Source data
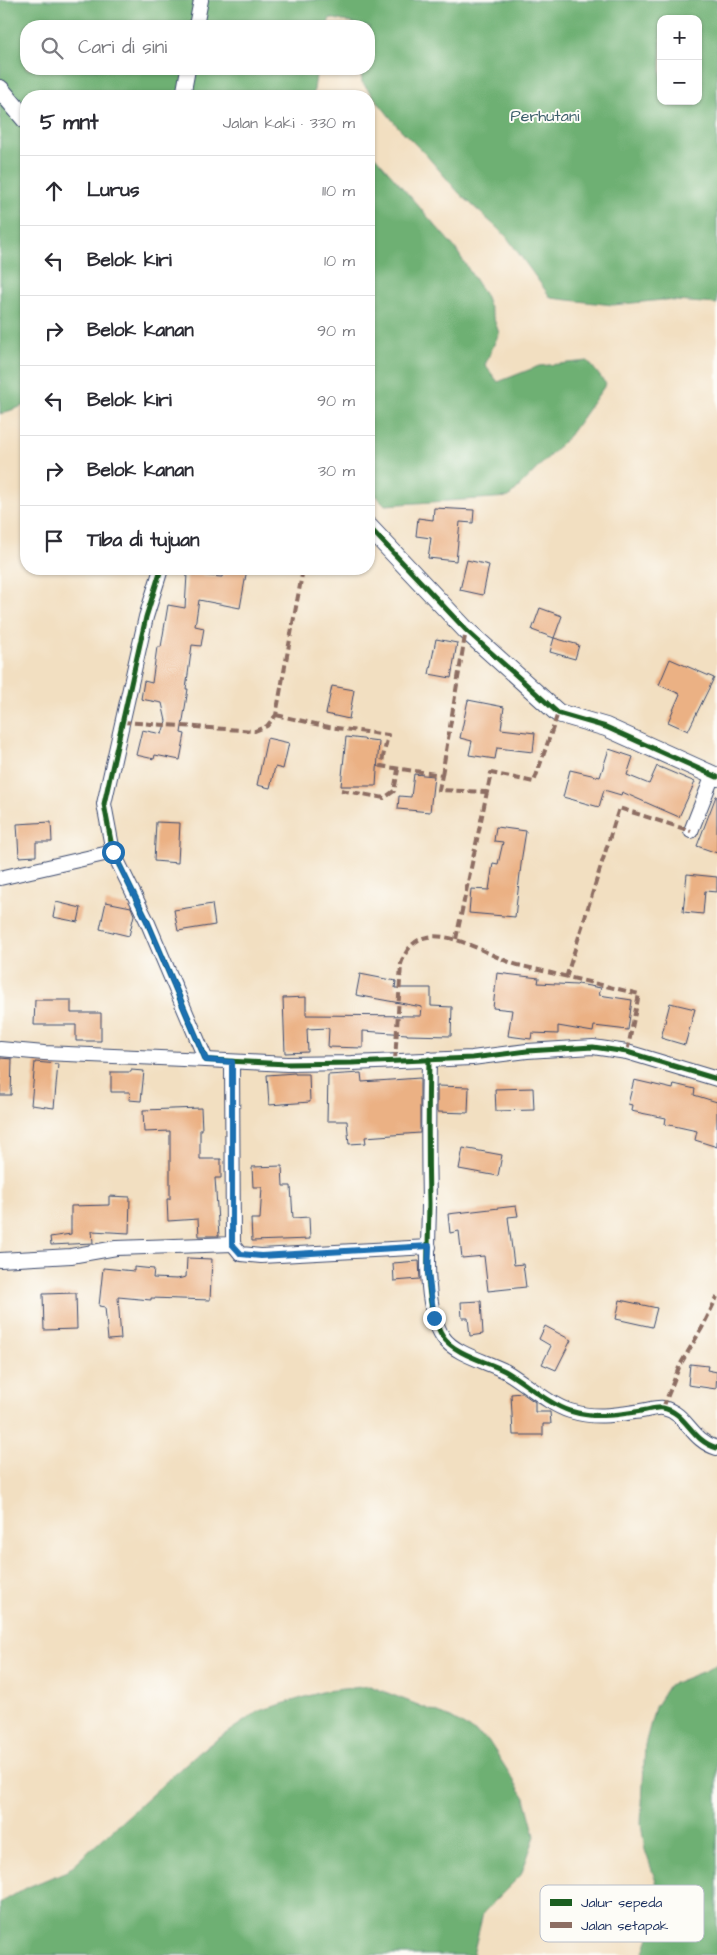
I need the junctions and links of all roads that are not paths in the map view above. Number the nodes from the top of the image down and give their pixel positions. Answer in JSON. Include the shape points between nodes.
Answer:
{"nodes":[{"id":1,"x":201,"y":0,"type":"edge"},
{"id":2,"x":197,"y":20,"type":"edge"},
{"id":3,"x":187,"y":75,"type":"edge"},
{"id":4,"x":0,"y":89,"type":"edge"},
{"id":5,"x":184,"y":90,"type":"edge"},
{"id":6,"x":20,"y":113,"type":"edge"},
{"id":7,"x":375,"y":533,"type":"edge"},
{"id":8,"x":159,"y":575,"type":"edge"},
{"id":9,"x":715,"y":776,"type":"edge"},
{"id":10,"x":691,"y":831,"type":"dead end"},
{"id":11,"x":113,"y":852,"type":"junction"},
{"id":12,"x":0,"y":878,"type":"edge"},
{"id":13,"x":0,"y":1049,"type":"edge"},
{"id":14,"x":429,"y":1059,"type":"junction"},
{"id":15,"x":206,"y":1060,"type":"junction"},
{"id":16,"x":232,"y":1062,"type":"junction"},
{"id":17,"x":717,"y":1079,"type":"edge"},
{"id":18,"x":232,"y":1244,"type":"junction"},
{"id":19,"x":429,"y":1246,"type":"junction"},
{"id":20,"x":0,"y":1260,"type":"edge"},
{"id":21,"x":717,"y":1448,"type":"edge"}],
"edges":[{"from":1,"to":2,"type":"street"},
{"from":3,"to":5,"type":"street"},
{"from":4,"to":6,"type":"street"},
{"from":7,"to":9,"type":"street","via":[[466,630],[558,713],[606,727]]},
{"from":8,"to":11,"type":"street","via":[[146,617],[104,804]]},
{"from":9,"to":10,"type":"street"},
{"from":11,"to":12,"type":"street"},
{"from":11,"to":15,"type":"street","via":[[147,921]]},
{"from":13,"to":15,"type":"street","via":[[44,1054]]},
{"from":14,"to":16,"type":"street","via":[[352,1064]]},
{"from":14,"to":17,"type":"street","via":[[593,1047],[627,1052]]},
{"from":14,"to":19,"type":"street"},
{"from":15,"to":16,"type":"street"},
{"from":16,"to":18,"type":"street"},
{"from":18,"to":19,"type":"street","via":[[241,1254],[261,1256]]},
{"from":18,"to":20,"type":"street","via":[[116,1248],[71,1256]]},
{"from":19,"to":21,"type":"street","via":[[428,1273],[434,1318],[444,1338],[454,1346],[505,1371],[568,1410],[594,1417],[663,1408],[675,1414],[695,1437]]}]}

...

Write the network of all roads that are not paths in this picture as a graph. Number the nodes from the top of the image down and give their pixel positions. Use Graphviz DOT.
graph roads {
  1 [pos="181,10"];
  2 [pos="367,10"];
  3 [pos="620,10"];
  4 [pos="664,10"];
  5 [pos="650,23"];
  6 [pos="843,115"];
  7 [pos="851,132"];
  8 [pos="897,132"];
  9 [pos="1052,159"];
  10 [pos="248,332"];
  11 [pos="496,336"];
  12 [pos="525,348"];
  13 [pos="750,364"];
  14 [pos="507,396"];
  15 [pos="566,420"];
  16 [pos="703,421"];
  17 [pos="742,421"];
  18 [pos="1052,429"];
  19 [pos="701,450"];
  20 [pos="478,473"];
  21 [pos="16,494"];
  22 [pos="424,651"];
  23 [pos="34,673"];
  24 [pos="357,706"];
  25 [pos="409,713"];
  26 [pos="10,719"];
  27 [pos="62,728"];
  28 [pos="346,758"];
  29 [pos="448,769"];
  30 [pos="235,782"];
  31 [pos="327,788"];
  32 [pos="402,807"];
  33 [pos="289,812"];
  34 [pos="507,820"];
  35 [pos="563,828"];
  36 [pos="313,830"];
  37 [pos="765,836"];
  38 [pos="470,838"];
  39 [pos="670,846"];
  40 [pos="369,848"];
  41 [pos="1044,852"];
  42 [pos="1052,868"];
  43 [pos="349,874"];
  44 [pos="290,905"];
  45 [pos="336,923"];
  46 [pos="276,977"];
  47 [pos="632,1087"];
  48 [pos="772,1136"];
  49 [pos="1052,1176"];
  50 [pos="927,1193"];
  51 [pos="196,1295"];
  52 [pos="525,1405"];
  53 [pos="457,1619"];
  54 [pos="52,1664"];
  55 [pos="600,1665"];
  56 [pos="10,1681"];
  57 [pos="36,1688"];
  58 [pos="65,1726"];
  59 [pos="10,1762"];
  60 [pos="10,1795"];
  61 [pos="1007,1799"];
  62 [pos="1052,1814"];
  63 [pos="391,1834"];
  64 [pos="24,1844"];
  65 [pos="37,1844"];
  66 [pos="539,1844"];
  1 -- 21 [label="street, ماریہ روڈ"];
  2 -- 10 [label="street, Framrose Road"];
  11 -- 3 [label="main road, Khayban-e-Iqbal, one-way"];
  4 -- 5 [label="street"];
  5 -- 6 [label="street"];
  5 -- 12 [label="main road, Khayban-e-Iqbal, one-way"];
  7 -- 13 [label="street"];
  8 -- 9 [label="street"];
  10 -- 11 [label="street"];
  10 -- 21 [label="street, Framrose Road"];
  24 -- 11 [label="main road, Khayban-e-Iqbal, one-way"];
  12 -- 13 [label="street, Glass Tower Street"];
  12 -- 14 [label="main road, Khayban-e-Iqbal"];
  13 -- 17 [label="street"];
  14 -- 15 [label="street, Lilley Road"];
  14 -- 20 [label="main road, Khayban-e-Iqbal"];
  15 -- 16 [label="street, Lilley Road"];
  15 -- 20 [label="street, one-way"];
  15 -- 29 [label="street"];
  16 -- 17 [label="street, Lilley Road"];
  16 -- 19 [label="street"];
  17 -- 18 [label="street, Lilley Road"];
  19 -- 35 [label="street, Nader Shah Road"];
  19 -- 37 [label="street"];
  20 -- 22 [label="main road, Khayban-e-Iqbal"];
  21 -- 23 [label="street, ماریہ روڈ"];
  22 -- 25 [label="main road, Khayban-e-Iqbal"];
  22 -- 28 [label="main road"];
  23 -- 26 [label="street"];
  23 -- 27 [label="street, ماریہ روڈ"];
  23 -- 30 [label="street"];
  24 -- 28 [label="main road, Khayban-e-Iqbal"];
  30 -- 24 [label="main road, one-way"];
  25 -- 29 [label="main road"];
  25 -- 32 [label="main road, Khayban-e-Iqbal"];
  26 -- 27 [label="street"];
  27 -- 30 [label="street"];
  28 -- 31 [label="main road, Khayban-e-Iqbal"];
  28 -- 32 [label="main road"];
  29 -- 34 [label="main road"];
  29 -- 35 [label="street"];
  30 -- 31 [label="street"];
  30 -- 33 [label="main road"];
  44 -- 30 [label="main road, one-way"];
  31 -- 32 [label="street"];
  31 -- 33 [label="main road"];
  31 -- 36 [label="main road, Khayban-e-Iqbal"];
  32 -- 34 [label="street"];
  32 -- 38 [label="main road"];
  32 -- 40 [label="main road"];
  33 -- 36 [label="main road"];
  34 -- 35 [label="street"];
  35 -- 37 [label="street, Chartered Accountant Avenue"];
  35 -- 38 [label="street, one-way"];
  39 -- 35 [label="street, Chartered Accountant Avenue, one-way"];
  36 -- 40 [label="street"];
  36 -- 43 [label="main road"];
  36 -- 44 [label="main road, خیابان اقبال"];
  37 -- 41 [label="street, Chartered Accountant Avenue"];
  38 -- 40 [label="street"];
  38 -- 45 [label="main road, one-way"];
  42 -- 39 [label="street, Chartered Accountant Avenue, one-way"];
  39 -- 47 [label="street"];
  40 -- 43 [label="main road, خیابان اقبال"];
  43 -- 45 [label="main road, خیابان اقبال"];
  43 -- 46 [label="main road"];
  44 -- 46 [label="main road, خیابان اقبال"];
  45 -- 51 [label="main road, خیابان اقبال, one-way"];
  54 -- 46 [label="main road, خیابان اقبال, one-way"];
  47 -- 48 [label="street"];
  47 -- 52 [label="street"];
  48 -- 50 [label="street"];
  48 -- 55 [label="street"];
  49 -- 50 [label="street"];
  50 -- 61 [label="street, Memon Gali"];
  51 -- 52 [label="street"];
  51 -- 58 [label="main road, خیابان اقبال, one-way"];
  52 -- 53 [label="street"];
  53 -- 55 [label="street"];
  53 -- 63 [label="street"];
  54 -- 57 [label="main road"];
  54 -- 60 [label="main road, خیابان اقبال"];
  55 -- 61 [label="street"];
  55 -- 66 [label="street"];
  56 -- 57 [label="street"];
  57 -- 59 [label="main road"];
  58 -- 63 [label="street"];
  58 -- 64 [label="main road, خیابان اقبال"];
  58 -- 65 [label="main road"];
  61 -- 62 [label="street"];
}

==

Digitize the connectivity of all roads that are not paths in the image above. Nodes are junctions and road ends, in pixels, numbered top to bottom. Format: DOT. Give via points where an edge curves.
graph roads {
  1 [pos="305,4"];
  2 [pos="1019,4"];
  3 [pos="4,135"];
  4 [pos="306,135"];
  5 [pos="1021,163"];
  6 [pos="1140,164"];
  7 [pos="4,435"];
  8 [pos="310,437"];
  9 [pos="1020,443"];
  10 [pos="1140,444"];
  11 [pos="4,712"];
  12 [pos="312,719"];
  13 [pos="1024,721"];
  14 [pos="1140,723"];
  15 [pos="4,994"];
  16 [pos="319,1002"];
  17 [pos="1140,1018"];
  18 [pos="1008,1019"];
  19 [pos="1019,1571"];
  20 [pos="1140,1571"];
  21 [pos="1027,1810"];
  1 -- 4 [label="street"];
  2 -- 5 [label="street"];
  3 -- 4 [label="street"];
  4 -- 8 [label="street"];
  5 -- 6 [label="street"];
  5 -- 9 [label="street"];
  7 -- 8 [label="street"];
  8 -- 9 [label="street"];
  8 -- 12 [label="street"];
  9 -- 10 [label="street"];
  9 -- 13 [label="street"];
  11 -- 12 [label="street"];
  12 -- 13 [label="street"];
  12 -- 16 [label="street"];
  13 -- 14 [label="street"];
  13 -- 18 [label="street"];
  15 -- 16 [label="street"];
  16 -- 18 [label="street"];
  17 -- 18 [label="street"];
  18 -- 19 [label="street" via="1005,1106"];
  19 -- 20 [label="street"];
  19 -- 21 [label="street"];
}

Exercise
For the word "خیابان", return every line of the records that holds it.

Result
  36 -- 44 [label="main road, خیابان اقبال"];
  40 -- 43 [label="main road, خیابان اقبال"];
  43 -- 45 [label="main road, خیابان اقبال"];
  44 -- 46 [label="main road, خیابان اقبال"];
  45 -- 51 [label="main road, خیابان اقبال, one-way"];
  54 -- 46 [label="main road, خیابان اقبال, one-way"];
  51 -- 58 [label="main road, خیابان اقبال, one-way"];
  54 -- 60 [label="main road, خیابان اقبال"];
  58 -- 64 [label="main road, خیابان اقبال"];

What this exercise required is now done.